Акции, инициатором которых выступал Коджа Рагыб-паша, демонстрировали верность принципам внешней политики 20-30-х годов. Для их правильной оценки важно учитывать, что Мустафа III предпочитал брать пример со своих предков, делавших ставку на военные действия, что и не удивительно для правителя, долгие годы остававшегося отрезанным от всякого участия в жизни страны. Поэтому Рагыб-паше неоднократно приходилось идти наперекор султану, доказывая преимущества дипломатических методов политики над военными.
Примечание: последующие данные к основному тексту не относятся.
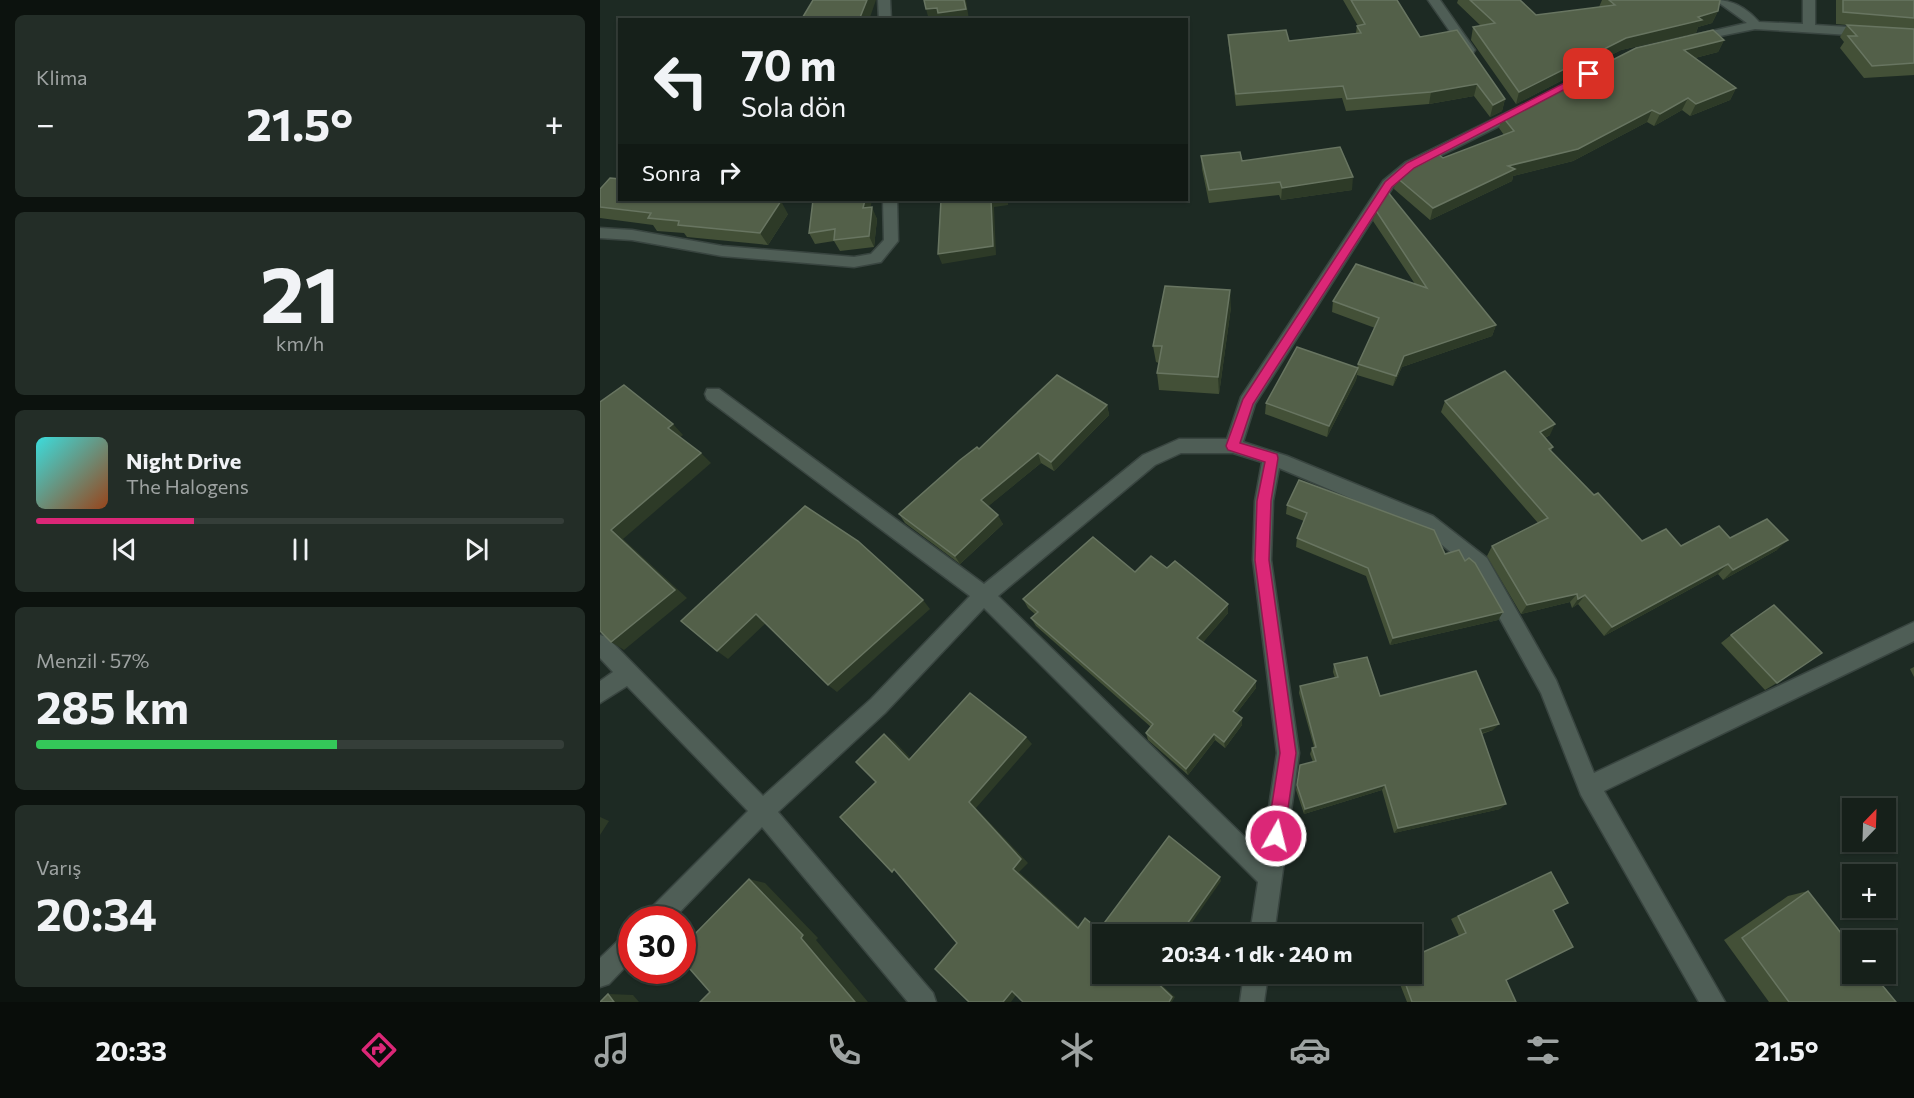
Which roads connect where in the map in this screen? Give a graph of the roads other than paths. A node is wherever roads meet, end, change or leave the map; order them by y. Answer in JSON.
{"nodes":[{"id":1,"x":884,"y":0,"type":"edge"},
{"id":2,"x":1434,"y":0,"type":"edge"},
{"id":3,"x":1721,"y":0,"type":"edge"},
{"id":4,"x":1809,"y":0,"type":"edge"},
{"id":5,"x":885,"y":18,"type":"edge"},
{"id":6,"x":1755,"y":25,"type":"junction"},
{"id":7,"x":1809,"y":29,"type":"junction"},
{"id":8,"x":1914,"y":35,"type":"edge"},
{"id":9,"x":1683,"y":42,"type":"edge"},
{"id":10,"x":1473,"y":57,"type":"edge"},
{"id":11,"x":1534,"y":103,"type":"edge"},
{"id":12,"x":890,"y":201,"type":"edge"},
{"id":13,"x":600,"y":233,"type":"edge"},
{"id":14,"x":713,"y":394,"type":"dead end"},
{"id":15,"x":1233,"y":446,"type":"junction"},
{"id":16,"x":1272,"y":458,"type":"junction"},
{"id":17,"x":984,"y":595,"type":"junction"},
{"id":18,"x":1914,"y":631,"type":"edge"},
{"id":19,"x":600,"y":644,"type":"edge"},
{"id":20,"x":628,"y":673,"type":"junction"},
{"id":21,"x":600,"y":693,"type":"edge"},
{"id":22,"x":1589,"y":787,"type":"junction"},
{"id":23,"x":763,"y":811,"type":"junction"},
{"id":24,"x":1270,"y":878,"type":"junction"},
{"id":25,"x":669,"y":906,"type":"edge"},
{"id":26,"x":1263,"y":924,"type":"edge"},
{"id":27,"x":618,"y":957,"type":"edge"},
{"id":28,"x":600,"y":975,"type":"edge"},
{"id":29,"x":1255,"y":984,"type":"edge"},
{"id":30,"x":924,"y":1002,"type":"edge"},
{"id":31,"x":1252,"y":1002,"type":"edge"},
{"id":32,"x":1713,"y":1002,"type":"edge"}],
"edges":[{"from":1,"to":5,"type":"street"},
{"from":2,"to":10,"type":"street"},
{"from":3,"to":6,"type":"street"},
{"from":4,"to":7,"type":"street"},
{"from":6,"to":7,"type":"street"},
{"from":6,"to":9,"type":"street"},
{"from":7,"to":8,"type":"street"},
{"from":11,"to":15,"type":"street"},
{"from":12,"to":13,"type":"street"},
{"from":14,"to":17,"type":"street"},
{"from":15,"to":16,"type":"street"},
{"from":15,"to":17,"type":"street"},
{"from":16,"to":22,"type":"street"},
{"from":16,"to":24,"type":"street"},
{"from":17,"to":23,"type":"street"},
{"from":17,"to":24,"type":"street"},
{"from":18,"to":22,"type":"street"},
{"from":19,"to":20,"type":"street"},
{"from":20,"to":21,"type":"street"},
{"from":20,"to":23,"type":"street"},
{"from":22,"to":32,"type":"street"},
{"from":23,"to":25,"type":"street"},
{"from":23,"to":30,"type":"street"},
{"from":24,"to":26,"type":"street"},
{"from":27,"to":28,"type":"street"},
{"from":29,"to":31,"type":"street"}]}
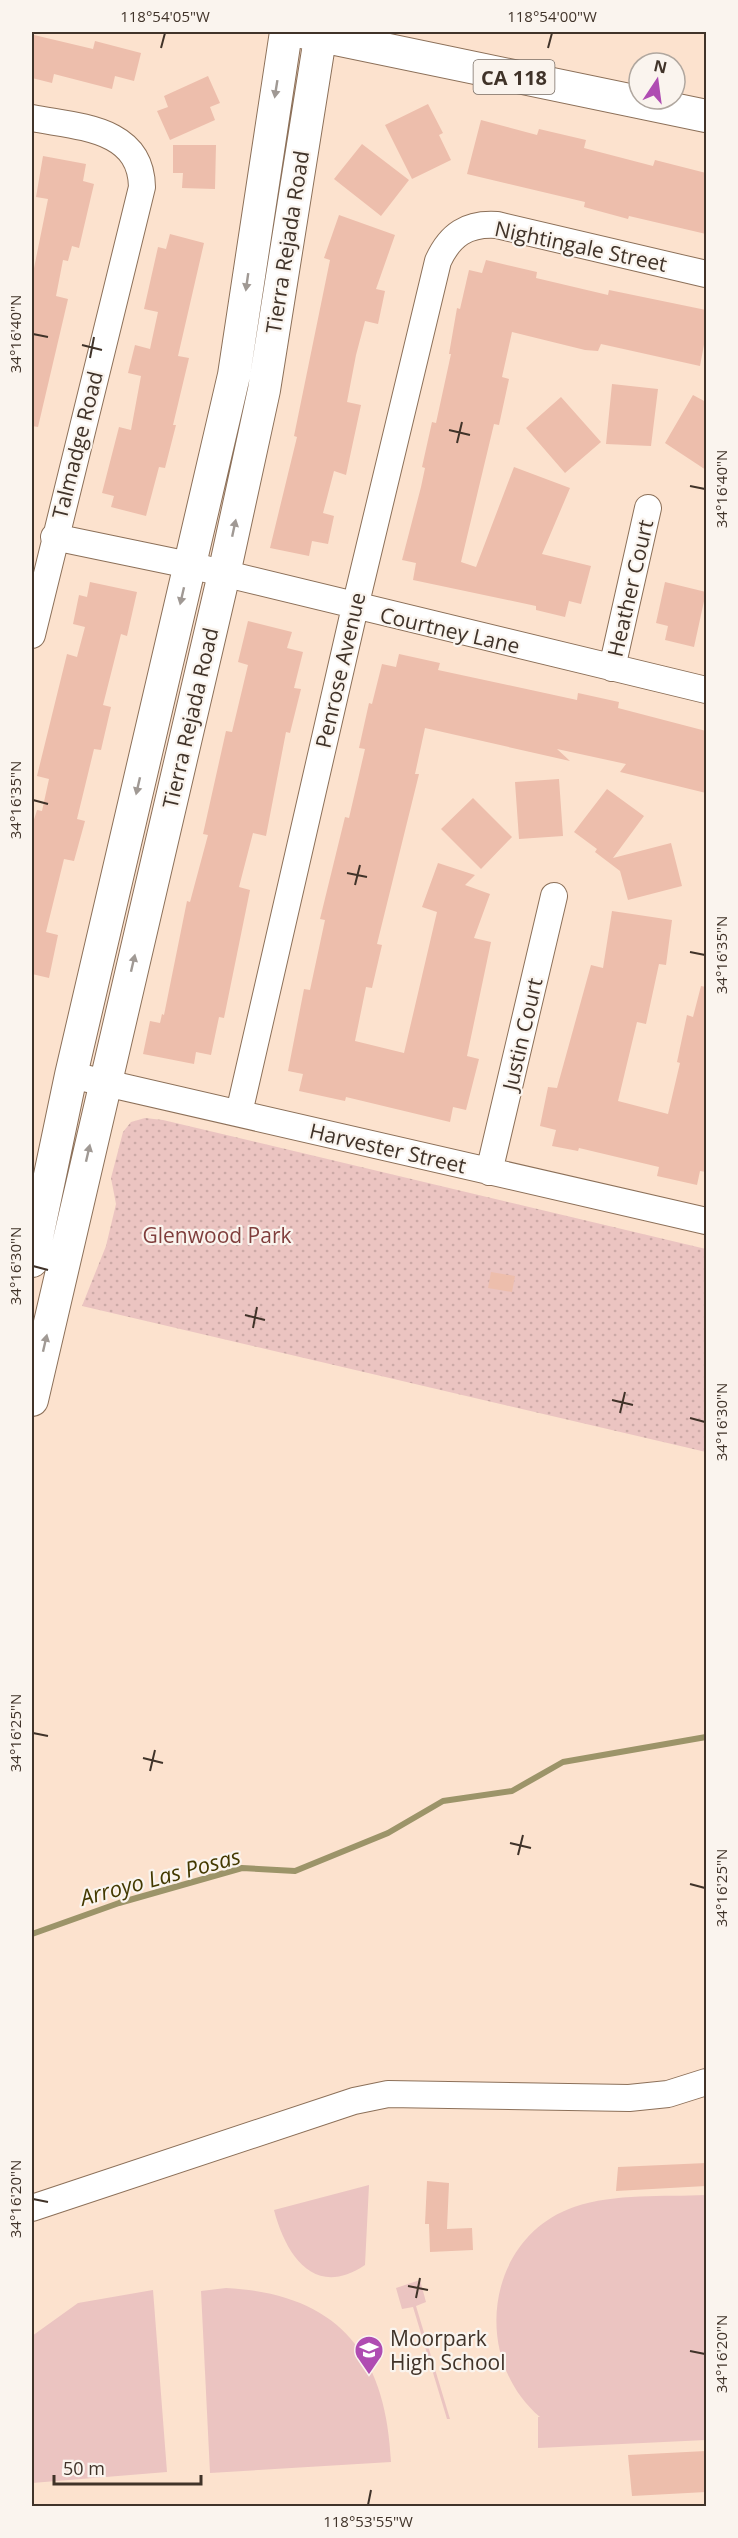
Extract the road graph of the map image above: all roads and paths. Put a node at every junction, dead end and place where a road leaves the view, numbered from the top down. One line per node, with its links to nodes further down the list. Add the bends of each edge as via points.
1 (286, 32): 9 (main road, Tierra Rejada Road, one-way to 9, via 234,375)
2 (314, 33): 3 (main road, CA 118); 10 (main road, Tierra Rejada Road, one-way to 2, via 264,390 313,74)
3 (706, 116)
4 (32, 118): 8 (street, Talmadge Road, via 114,136 128,148 142,178)
5 (457, 234): 6 (street, Nightingale Street, via 480,224 497,225); 11 (street, Penrose Avenue, via 438,261)
6 (706, 274)
7 (648, 508): 13 (street, Heather Court)
8 (54, 537): 9 (street, Courtney Lane); 12 (street, Talmadge Road)
9 (189, 565): 10 (street, Courtney Lane); 16 (main road, Tierra Rejada Road, one-way to 16)
10 (224, 574): 11 (street, Courtney Lane); 17 (main road, Tierra Rejada Road, one-way to 10)
11 (354, 607): 13 (street, Courtney Lane); 18 (street, Penrose Avenue)
12 (32, 635)
13 (612, 668): 14 (street, Courtney Lane)
14 (706, 690)
15 (554, 896): 19 (street, Justin Court)
16 (71, 1075): 17 (street, Harvester Street); 21 (main road, Tierra Rejada Road)
17 (105, 1082): 18 (street, Harvester Street); 22 (main road, Tierra Rejada Road, one-way to 17)
18 (239, 1113): 19 (street, Harvester Street)
19 (489, 1172): 20 (street, Harvester Street)
20 (706, 1221)
21 (32, 1262)
22 (32, 1400)
23 (706, 2082): 24 (street, via 668,2094 629,2098 388,2094 354,2101)
24 (32, 2208)

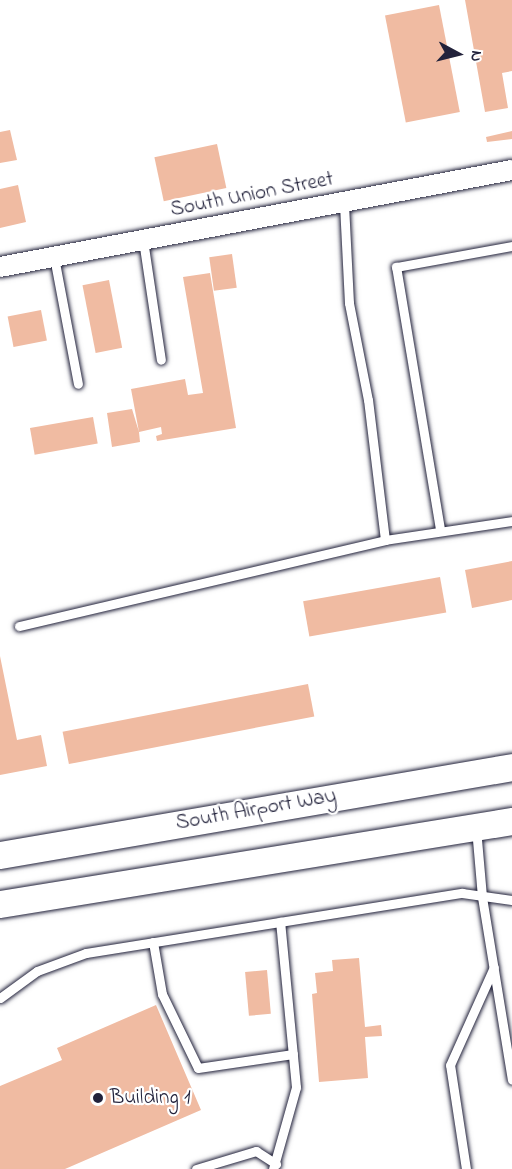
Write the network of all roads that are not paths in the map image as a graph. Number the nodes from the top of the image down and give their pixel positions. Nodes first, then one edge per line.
1 (512, 170) edge
2 (344, 203) junction
3 (143, 240) junction
4 (512, 246) edge
5 (54, 257) junction
6 (0, 267) edge
7 (161, 360) dead end
8 (78, 384) dead end
9 (512, 521) edge
10 (440, 530) junction
11 (385, 540) junction
12 (19, 626) dead end
13 (512, 767) edge
14 (512, 821) edge
15 (476, 826) junction
16 (0, 855) edge
17 (482, 897) junction
18 (512, 900) edge
19 (0, 904) edge
20 (280, 922) junction
21 (153, 942) junction
22 (494, 967) junction
23 (0, 999) edge
24 (293, 1054) junction
25 (512, 1080) edge
26 (274, 1166) edge
27 (196, 1169) edge
28 (466, 1169) edge

1 - 2 street, South Union Street
2 - 3 street, South Union Street
2 - 11 lane
3 - 5 street, South Union Street
3 - 7 lane
4 - 10 lane
5 - 6 street, South Union Street
5 - 8 lane
9 - 10 lane
10 - 11 lane
11 - 12 lane
13 - 16 main road, South Airport Way
14 - 15 main road
15 - 17 lane
15 - 19 main road
17 - 18 lane
17 - 20 lane
17 - 22 lane
20 - 21 lane
20 - 24 lane
21 - 23 lane
21 - 24 lane
22 - 25 lane
22 - 28 lane
24 - 26 lane
26 - 27 lane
Так, осенью 1758 г. на одном из заседаний Дивана рассматривалась возможность объявления войны России, которая вела в то время военные действия против прусского короля Фридриха II. В противовес султану, считавшему, что нужно принять все меры, дабы сорвать наступление русских войск в Пруссии, партия великого везира, по свидетельству А.М. Обрескова, доказывала, что в интересах империи «оставить христианские державы между собой разорятца и ослабевать», иначе «оные примирятца, следственно Порта найдется в весма тяжкой и многим опасностям подвергшейся войне». После побед русских войск под Цорндорфом и Кунерсдорфом положение прусского короля стало критическим. Именно в это время в Стамбуле по инициативе английских дипломатов начались переговоры о турецко-прусском соглашении. В марте 1761 г. они завершились подписанием согласованного документа, антироссийского по своей направленности. Однако его реальную значимость не следует преувеличивать. Вопреки всем домогательствам эмиссаров Фридриха о заключении «наступательного или, по крайней мере, оборонительного союза», великий везир согласился лишь на трактат «дружбы и коммерции» по образцу акта, заключенного ранее с Данией. Объясняя смысл позиции Коджи Рагыба, А.М. Обресков отмечал, что тот «простым трактатом дружбы Порту ничем не компрометирует». Готовность великого везира пойти на заключение договора, по мнению русского дипломата, определялась его желанием заставить прусского короля продолжать войну как можно дольше. Такого же мнения придерживались в Петербурге. Н.И. Панин, ставший в 1763 г. ближайшим советником Екатерины II по внешнеполитическим делам, отмечал, что «король прусский знает из союзов других держав, сколь мало оне из того получили действительной пользы от турок».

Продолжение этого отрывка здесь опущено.